Summary: In Jewish apocalyptic circles, it was expected that fish would be the main dish at the Messianic banquet.

Jonathan Turnbough of Garner, North Carolina, talks about the time when his mother was driving him and his sisters to school and she was pulled over by a policeman and ticketed for speeding. After their little visit with the officer, they took off again, and his mother was very careful to stay under the speed limit. A few minutes had passed, and they started hearing a strange noise coming from the car.

“What’s that noise?” Jonathan’s mother asked.

Laughing, he replied, “That’s the sound of slow. We’ve never heard it before!”

source: (Jonathan Turnbough, Garner, N.C., Christian Reader, “Lite Fare”).

Jesus said “have the people recline on the abundant grass in that area,” and slow down and get recollected. This is eucharistic imagery, as in the seating of the congregation and preparing for Mass.

Some parents say, "I prepare by getting my family to church, with the least amount of fighting” or by finding socks and shoes for everybody.

But, at Mass we say “my sacrifice and yours may be acceptable…” We have to think about what we are offering to the Lord before Mass starts; what personal intention for ourselves or others?

What are our five small barley loaves and two small fishes to offer Jesus?

Then Jesus took the loaves, gave thanks, and prayed over the "elements," and broke the bread and distributed it through the Twelve to the seated assembly.

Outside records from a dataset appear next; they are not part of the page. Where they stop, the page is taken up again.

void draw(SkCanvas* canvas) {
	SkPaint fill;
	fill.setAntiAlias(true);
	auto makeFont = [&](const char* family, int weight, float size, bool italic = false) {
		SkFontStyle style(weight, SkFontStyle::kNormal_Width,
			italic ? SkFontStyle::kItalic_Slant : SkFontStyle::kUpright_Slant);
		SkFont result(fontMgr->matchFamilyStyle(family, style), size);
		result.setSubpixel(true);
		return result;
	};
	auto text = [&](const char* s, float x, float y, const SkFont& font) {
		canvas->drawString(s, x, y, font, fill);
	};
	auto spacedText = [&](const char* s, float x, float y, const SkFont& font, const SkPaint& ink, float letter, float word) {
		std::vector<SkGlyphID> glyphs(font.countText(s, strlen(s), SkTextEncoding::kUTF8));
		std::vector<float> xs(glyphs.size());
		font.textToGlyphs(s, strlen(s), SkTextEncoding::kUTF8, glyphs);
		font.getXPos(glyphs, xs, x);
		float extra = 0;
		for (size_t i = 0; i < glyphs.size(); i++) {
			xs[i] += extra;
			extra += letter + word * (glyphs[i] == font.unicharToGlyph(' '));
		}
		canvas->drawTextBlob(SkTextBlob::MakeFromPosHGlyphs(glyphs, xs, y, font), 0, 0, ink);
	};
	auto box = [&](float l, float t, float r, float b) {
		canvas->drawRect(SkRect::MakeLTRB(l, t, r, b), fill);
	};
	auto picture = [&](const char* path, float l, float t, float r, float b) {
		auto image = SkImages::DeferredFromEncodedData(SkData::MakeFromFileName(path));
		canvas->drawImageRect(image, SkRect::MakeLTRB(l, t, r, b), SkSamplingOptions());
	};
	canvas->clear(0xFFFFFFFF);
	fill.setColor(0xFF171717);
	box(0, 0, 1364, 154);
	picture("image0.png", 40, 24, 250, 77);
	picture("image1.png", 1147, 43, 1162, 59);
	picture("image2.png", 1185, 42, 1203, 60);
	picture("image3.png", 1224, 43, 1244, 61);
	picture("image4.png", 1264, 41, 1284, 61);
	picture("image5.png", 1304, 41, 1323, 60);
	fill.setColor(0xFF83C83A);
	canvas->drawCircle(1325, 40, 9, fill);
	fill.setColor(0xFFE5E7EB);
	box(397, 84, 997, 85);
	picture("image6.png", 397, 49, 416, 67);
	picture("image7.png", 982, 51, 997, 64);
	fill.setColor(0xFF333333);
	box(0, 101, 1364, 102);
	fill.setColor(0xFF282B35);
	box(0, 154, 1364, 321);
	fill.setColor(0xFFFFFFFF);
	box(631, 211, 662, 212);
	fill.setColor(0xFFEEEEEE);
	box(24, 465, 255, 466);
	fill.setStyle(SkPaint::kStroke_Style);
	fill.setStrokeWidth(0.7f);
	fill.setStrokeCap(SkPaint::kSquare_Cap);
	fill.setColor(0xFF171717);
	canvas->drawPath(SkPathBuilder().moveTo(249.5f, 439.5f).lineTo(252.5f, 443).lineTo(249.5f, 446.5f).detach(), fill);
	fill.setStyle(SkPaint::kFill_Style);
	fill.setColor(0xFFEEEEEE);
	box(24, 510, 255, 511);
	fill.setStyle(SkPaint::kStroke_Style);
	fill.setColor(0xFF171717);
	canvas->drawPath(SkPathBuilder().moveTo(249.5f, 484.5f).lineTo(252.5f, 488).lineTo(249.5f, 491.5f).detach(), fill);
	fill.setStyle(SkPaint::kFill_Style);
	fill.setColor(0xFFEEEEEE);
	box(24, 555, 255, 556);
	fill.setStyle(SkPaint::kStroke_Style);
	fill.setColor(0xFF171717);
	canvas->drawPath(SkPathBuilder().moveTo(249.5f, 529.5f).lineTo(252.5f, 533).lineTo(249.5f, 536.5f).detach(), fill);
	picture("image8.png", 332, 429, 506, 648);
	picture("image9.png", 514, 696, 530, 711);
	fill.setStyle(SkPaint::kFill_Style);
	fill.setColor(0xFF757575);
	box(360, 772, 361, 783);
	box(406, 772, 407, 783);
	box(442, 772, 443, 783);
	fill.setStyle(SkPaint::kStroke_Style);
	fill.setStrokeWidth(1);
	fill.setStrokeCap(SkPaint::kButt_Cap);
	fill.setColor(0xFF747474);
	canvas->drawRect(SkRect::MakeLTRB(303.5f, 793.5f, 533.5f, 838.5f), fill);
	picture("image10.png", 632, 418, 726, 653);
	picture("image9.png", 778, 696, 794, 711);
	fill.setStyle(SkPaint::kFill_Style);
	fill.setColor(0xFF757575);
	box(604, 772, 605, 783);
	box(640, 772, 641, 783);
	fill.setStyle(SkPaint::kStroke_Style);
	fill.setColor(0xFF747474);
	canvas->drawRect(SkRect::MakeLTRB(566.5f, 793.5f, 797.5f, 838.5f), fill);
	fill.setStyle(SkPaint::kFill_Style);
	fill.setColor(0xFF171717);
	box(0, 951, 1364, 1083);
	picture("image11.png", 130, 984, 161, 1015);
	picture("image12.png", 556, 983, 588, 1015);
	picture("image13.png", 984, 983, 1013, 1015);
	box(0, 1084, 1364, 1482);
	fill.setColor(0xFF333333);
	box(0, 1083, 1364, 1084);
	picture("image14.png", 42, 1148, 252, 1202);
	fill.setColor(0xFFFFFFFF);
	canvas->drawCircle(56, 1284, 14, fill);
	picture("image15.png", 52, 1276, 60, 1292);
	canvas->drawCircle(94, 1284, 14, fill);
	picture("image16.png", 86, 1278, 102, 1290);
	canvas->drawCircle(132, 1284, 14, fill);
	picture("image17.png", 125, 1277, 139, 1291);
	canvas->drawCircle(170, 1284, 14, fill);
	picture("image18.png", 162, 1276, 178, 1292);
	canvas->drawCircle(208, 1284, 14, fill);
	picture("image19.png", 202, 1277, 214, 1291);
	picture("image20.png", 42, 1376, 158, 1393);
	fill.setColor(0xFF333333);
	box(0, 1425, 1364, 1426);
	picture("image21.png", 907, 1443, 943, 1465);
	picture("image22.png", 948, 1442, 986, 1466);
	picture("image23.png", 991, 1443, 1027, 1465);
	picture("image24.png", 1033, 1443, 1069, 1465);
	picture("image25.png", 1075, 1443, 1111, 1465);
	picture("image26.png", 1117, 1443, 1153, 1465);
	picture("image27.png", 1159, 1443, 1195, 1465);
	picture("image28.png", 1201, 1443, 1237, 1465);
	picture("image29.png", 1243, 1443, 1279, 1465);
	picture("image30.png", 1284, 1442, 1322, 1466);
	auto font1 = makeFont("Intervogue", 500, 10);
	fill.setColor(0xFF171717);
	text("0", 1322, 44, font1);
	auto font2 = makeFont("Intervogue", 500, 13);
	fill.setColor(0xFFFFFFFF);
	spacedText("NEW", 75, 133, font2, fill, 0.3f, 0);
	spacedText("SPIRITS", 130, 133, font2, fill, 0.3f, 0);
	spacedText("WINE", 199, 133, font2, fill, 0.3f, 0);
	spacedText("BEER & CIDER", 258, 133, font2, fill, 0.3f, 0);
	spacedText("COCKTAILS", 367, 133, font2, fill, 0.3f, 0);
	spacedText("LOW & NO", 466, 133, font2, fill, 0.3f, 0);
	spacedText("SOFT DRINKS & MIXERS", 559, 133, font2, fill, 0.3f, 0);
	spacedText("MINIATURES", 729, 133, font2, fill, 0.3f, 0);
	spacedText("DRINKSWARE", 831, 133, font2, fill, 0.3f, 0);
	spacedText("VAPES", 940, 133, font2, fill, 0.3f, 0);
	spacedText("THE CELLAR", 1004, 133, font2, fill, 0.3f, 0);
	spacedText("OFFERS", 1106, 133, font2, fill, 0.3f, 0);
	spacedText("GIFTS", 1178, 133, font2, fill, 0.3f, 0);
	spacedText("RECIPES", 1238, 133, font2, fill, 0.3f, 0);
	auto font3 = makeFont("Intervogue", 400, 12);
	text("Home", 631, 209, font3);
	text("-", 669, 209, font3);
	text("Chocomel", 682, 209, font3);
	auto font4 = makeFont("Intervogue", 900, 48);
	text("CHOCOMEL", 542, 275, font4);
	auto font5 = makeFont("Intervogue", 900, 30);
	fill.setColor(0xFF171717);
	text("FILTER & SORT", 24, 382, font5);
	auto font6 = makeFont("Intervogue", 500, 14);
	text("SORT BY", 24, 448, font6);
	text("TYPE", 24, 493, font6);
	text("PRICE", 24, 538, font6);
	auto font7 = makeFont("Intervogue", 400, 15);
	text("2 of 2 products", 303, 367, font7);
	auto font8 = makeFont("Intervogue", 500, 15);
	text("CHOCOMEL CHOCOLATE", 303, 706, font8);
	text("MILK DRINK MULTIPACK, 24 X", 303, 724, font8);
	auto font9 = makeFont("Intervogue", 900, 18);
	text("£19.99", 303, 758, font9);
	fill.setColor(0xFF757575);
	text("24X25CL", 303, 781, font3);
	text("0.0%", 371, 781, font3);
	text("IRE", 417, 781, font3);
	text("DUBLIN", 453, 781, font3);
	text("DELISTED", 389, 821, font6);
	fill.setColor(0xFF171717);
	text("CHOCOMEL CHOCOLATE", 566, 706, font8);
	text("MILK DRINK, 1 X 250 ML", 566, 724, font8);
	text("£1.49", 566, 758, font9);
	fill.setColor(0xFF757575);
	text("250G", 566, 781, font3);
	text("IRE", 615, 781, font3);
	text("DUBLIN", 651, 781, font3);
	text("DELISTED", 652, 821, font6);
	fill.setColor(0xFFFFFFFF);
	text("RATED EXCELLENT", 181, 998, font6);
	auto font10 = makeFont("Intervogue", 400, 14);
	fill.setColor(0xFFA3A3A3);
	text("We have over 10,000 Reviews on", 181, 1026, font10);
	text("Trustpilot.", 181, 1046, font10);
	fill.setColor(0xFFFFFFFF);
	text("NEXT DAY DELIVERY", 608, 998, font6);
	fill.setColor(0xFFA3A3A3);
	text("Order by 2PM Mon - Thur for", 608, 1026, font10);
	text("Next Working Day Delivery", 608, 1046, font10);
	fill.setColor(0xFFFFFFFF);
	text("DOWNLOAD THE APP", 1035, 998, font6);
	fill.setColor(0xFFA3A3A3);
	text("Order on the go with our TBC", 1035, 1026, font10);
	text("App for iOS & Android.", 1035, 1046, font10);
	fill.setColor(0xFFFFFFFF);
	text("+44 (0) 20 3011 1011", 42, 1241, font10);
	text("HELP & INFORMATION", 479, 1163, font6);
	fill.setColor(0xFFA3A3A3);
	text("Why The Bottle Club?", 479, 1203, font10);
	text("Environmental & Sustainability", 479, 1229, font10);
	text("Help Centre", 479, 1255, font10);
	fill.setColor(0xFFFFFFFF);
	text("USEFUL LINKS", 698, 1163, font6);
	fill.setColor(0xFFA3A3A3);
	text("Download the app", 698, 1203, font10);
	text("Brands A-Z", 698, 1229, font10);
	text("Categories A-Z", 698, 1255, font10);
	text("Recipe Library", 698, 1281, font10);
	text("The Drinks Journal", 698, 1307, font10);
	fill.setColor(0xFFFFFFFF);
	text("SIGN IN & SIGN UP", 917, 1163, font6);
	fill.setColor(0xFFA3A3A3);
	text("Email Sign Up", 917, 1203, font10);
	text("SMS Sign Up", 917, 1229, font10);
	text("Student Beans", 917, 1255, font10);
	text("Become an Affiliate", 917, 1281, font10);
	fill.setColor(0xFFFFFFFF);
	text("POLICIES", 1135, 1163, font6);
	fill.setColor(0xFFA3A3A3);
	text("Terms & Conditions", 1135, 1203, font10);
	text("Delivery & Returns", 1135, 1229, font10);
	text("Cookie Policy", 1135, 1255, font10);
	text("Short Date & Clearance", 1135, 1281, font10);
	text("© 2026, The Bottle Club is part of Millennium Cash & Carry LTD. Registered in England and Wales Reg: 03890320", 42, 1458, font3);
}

The five barley loaves are a Eucharistic image, but what about the two fish?

Two fish- In Jewish apocalyptic circles, it was expected that fish would be the main dish at the Messianic banquet. In the Talmud, a collection of writings on Jewish law and tradition, God created two Leviathans or sea monsters or great fish that God would slay as food for the remnant in the Messianic Age (Baba Bathra 74b-75a; 2 Baruch 29; implicit in Ezekiel 47:9, and very clear in Psalm 74:14).

Fish also became a symbol for Christ when an early Christian first realized that in the common phrase “Jesus Christ, Son of God, Savior" are spelled the word “fish” if one took the first letters of each word and made an acronym.

Tertullian, a third-century Christian writer widely read in Catholic circles said, “But we, little fishes, after the example of our [fish] Jesus Christ, are born in water [through baptism].

[source for the above section: The Bread and Fish Eucharist In the Gospels and Early Christian Art, Richard H. Hiers, University of Florida, Charles A. Kennedy, Virginia Polytechnic Institute and State University, Perspectives in Religious Studies, January 1, 1976]

The filled twelve wicker baskets with fragments after the meal are those destined for the Kingdom in the eucharist tradition set forth in the Didache 9:8.

The application: Battles are never won from a sitting position (unless you are playing a video game). All the military traditions follow the model of Henry V's "Once more into the breach, dear friends!" (William Shakespeare). There is a text in Ezekiel that says, “He said to me, "Son of man, stand up on your feet and I will speak to you." (Ezekiel 2:1)

The final words of the Mass in Latin are: “Go, the Mass is ended,” or “Ite, missa est,” which means “it has been sent,” as in your sacrifice (loaves and fishes), so now get on your mission. The word ‘dismissal’ has come to imply a ‘mission’ for Christians, wrote Pope Benedict XVI in Sacramentum Caritatis, 51.

Alyce McKenzie puts it this way: “Jesus’ words, ‘You give them something to eat,” are a daily dare. He’s saying, “I dare you to take me at my word. And see what happens.”